John Curran | Jul 29, 2020

In some ways little Alex McKeown, 8, is like many other young boys his age, especially his almost obsessive love of flying and being around aircraft of any type.

What sets him apart is his irrepressible smile, the fact he’s a bit of online sensation, and fundraising dynamo, oh he’s been fighting cancer for almost two years now. When COVID-19 hit, his oncology team said to get him out of Toronto immediately, so the family has been at their Bobs Lake cottage since March 18. The McKeowns have been cottaging in the area for generations and Alex’s story is quite well known among neighbours and friends around the lake. When Dad Mike McKeown turned to the Bobs Lake Ontario Facebook group and made the following request, the response was almost overwhelming.

“Just wondering if anyone on the lake with a floatplane or anyone who might know someone who could help. My Son Alex as many of you know has cancer and has been deemed palliative. He loves flying but has never been up over the lake he loves so much. I’m just wondering if there is someone with a plane on the lake that would be willing to take him for a quick tour?” he wrote.

The post was quickly shared across several area Facebook groups and hundreds of replies started pouring in.

“It was incredible,” said Mike McKeown. “I didn’t know what to expect but the community’s response was just tremendous.”

Several firm offers immediately poured in from residents and cottagers anxious to assist. Some were more immediate than others. One came from an American pilot who remains willing to come to Canada as soon as the quarantine is lifted. In the end, off duty Air Canada Cargo pilot Matt Rodmell wanted to do the flight, but his plane is currently on wheels and so he couldn’t. Instead he alerted his friend Paul Snelgrove, a resident of nearby Big Clear Lake and private pilot with a fully restored yellow 1958 Beaver floatplane. Snelgrove came the very next day to take Alex for his tour.
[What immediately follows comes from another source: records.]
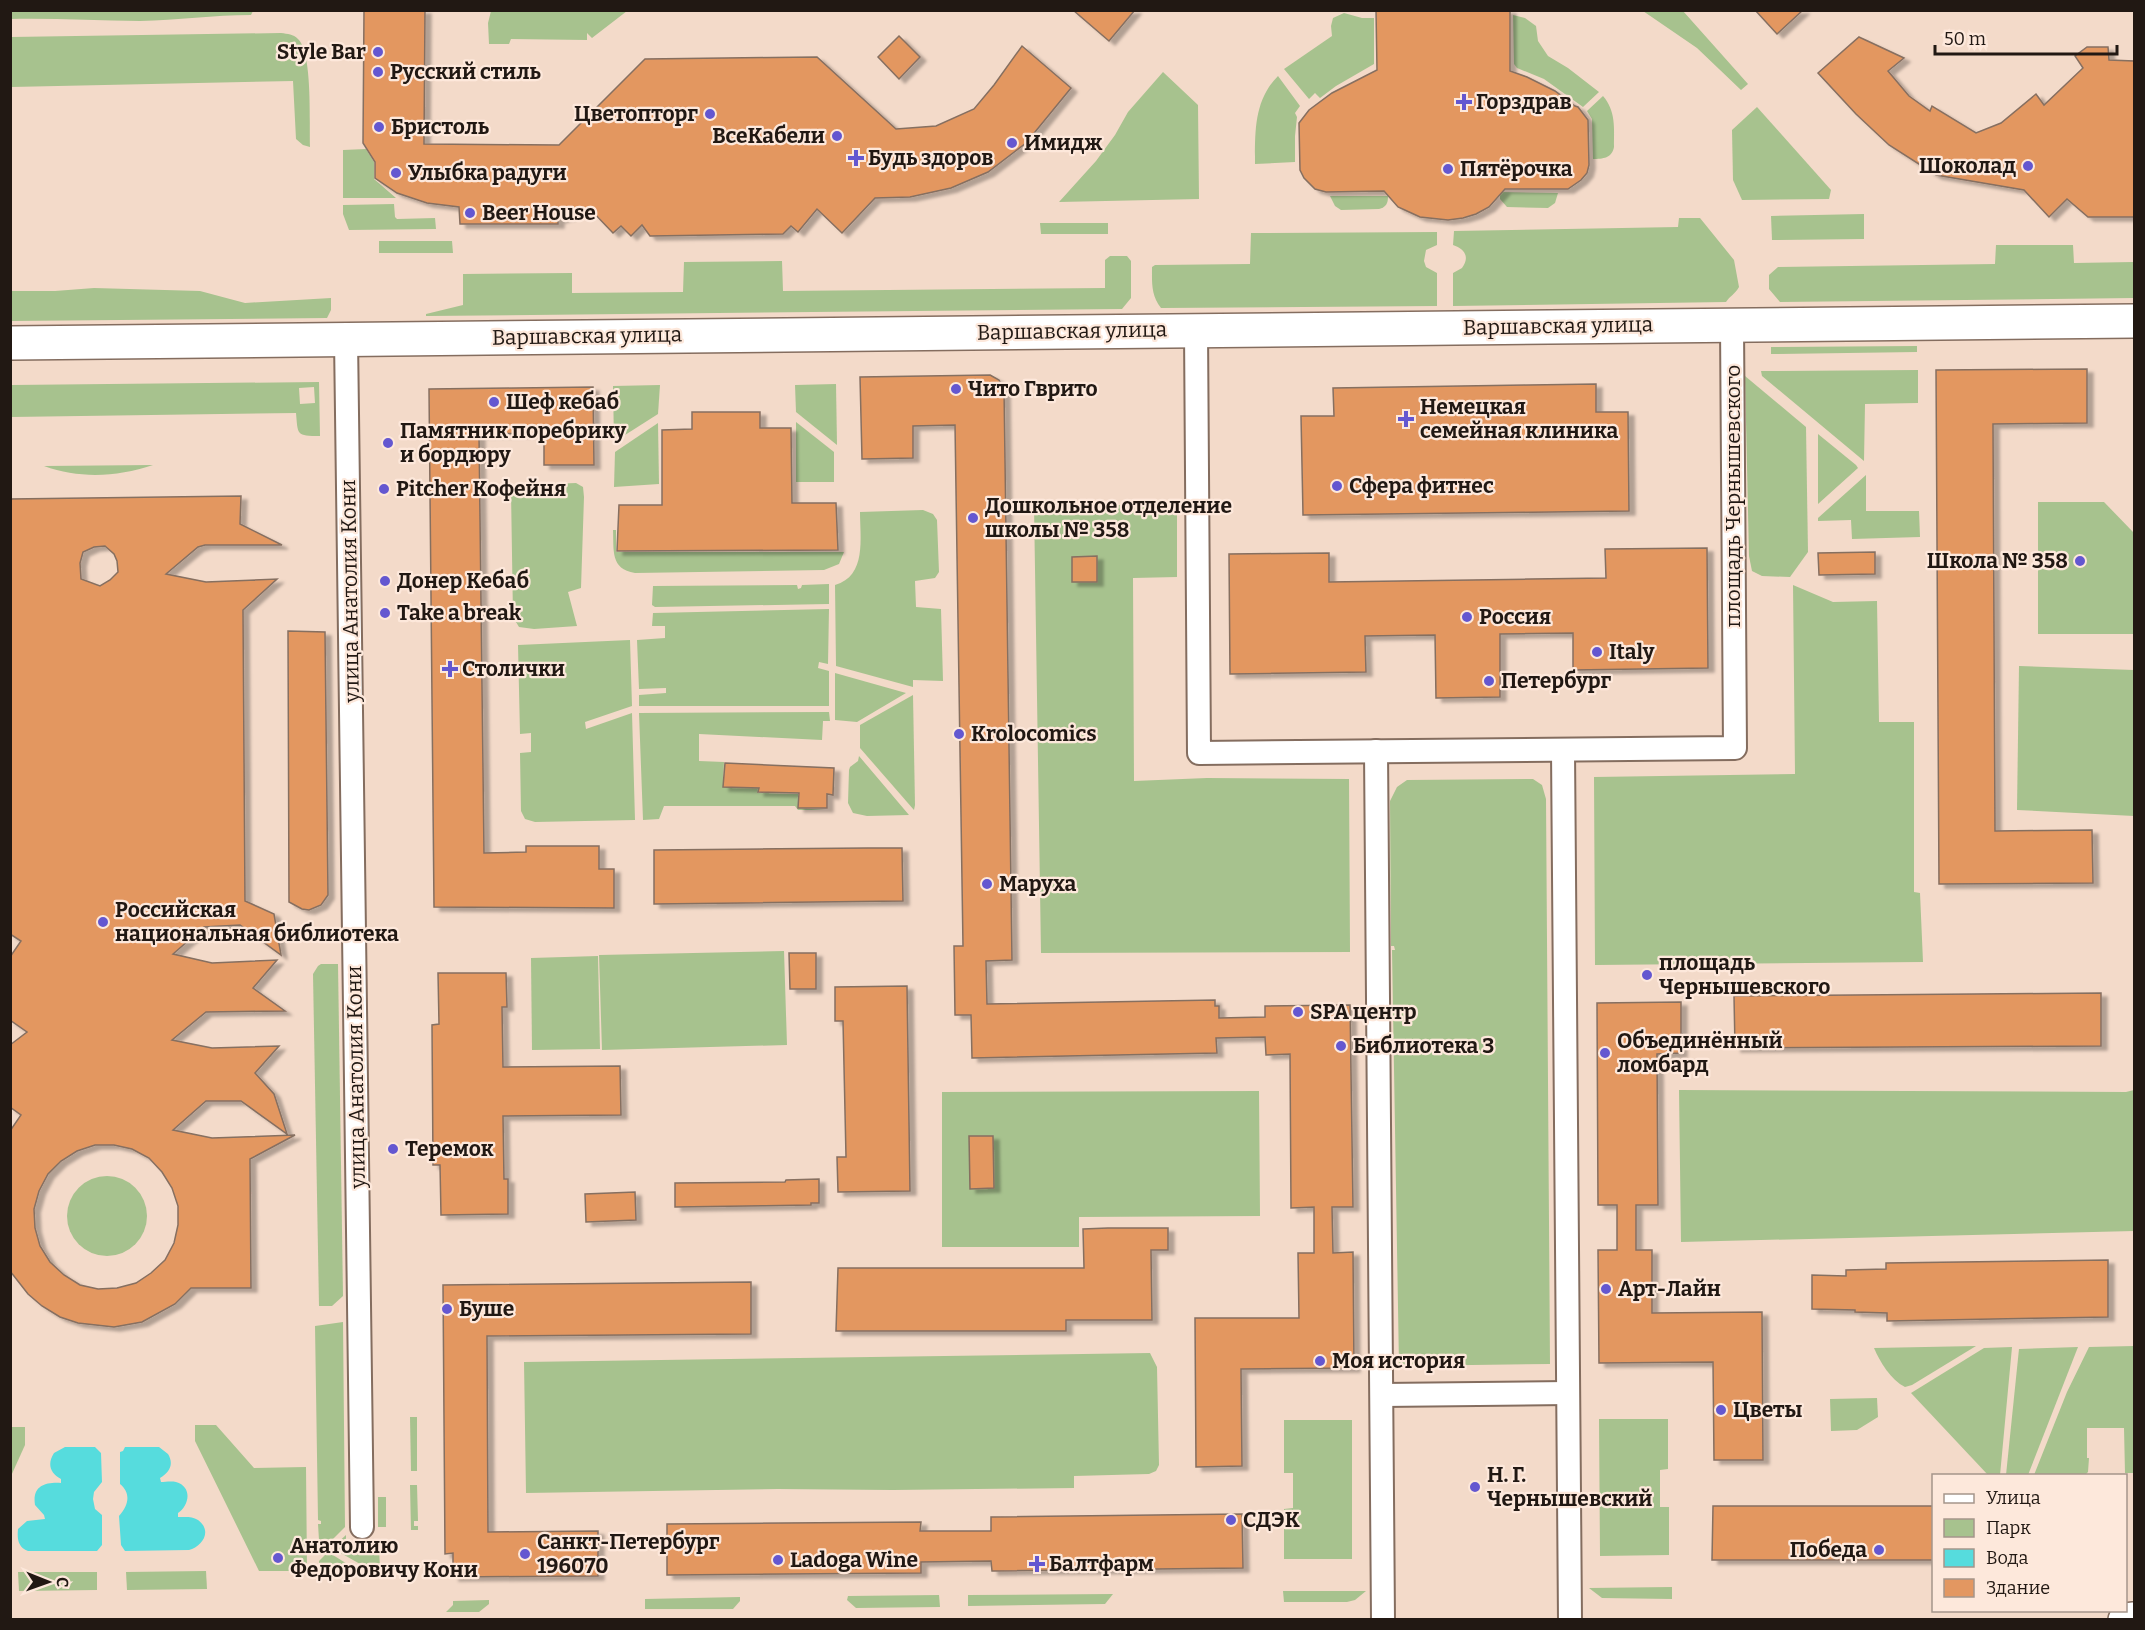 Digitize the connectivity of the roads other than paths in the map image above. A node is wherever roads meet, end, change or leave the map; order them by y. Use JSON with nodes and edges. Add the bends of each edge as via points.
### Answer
{"nodes":[{"id":1,"x":2134,"y":321,"type":"edge"},
{"id":2,"x":1731,"y":325,"type":"junction"},
{"id":3,"x":1196,"y":330,"type":"junction"},
{"id":4,"x":346,"y":339,"type":"junction"},
{"id":5,"x":10,"y":343,"type":"edge"},
{"id":6,"x":1563,"y":750,"type":"junction"},
{"id":7,"x":1376,"y":751,"type":"junction"},
{"id":8,"x":1568,"y":1393,"type":"junction"},
{"id":9,"x":1382,"y":1395,"type":"junction"},
{"id":10,"x":362,"y":1527,"type":"dead end"},
{"id":11,"x":2134,"y":1619,"type":"edge"},
{"id":12,"x":1383,"y":1620,"type":"edge"},
{"id":13,"x":1570,"y":1620,"type":"edge"},
{"id":14,"x":2125,"y":1620,"type":"edge"}],
"edges":[{"from":1,"to":2,"type":"street","name":"Варшавская улица"},
{"from":2,"to":3,"type":"street","name":"Варшавская улица"},
{"from":2,"to":6,"type":"street","name":"площадь Чернышевского","via":[[1735,748]]},
{"from":3,"to":4,"type":"street","name":"Варшавская улица"},
{"from":3,"to":7,"type":"street","name":"площадь Чернышевского","via":[[1199,753]]},
{"from":4,"to":5,"type":"street","name":"Варшавская улица"},
{"from":4,"to":10,"type":"street","name":"улица Анатолия Кони"},
{"from":6,"to":7,"type":"street","name":"площадь Чернышевского"},
{"from":6,"to":8,"type":"street"},
{"from":7,"to":9,"type":"street"},
{"from":8,"to":9,"type":"street"},
{"from":8,"to":13,"type":"street"},
{"from":9,"to":12,"type":"street"},
{"from":11,"to":14,"type":"street"}]}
“Because I’ve got a Beaver it’s a little bigger than a lot of other private floatplanes,” said Snelgrove. “I was able to take his Mom and Dad as well as Alex and his sister for a tour of Bobs Lake including going over their place so they could see it from the air.”

Alex lit up – though it did take him a little time to believe the flight was really happening. When the plane landed and pulled up to the McKeown’s dock, he had no idea it was coming; he suddenly got very shy.

“He was just taking it all in with big eyes, he was awestruck,” McKeown explained. “After we went up and had landed, the first thing he said was, ‘I want to go again.’”

Alex sat up front in the co-pilot’s seat and because the plane is equipped with dual controls, he was able to get the sensation of flying the plane. It wasn’t the first time, Alex has flown in a Beaver mind you.

“His very first flight we chartered a Beaver floatplane from Orillia and we took him to a restaurant on Georgian Bay that you can only get to by water or air. He’s also gone on a Porter flight, he did a life flight with Ornge and we did a family trip to Cuba right before COVID-19 hit,” said McKeown. “The way the community came together to surround our little guy with goodness, it was extremely moving.”

For Snelgrove, the experience was similarly uplifting.

“I have a nine-year-old myself so when I met Alex I was just speechless, it was tough not to breakdown,” he recalled. “I’ve been blessed and I know it – I can’t imagine what they’re feeling as a family. He is a wonderful kid and it looks like cottage life is agreeing with him. We hope for a miracle.”

If you would like to learn more about the harrowing journey of Alex’s young life and his battle against acute myeloid leukemia, his father has created the Alis Army facebook group, which details everything he’s been through and some of the adventures he’s had along the way.

He’s also a part of the Great Cycle Challenge, which started in 2016 and after four years has grown to become one of the biggest cycling events across Canada. People of all ages, abilities and from every province across the country set themselves a personal riding goal and challenge themselves to pedal throughout August to raise money to help fight kids’ cancer. The Alex’s Army Team is currently sitting in first with more than $262,000 raised. Second place is a distant $20,000.

“He just has this zest for life despite all he’s gone through since being diagnosed on Christmas Eve 2018, the bone marrow surgery, the chemotherapy, the experimental drugs, to ultimately being told there’s nothing doctors can do,” said McKeown. “He’s so inspirational, people are drawn to him.”

This entire story has an additional silver lining. Remember there were several offers to take Alex for the flight? Another private pilot who has his plane on wheels based in Carp, Ont., is going to fly the McKeown family all the way from there to Toronto and back on the August long weekend.

Little Alex’s cheeks will no doubt be aching after that trip, as he’ll be smiling from ear to ear as he lives his dream again with his family, riding high on another angel’s wings.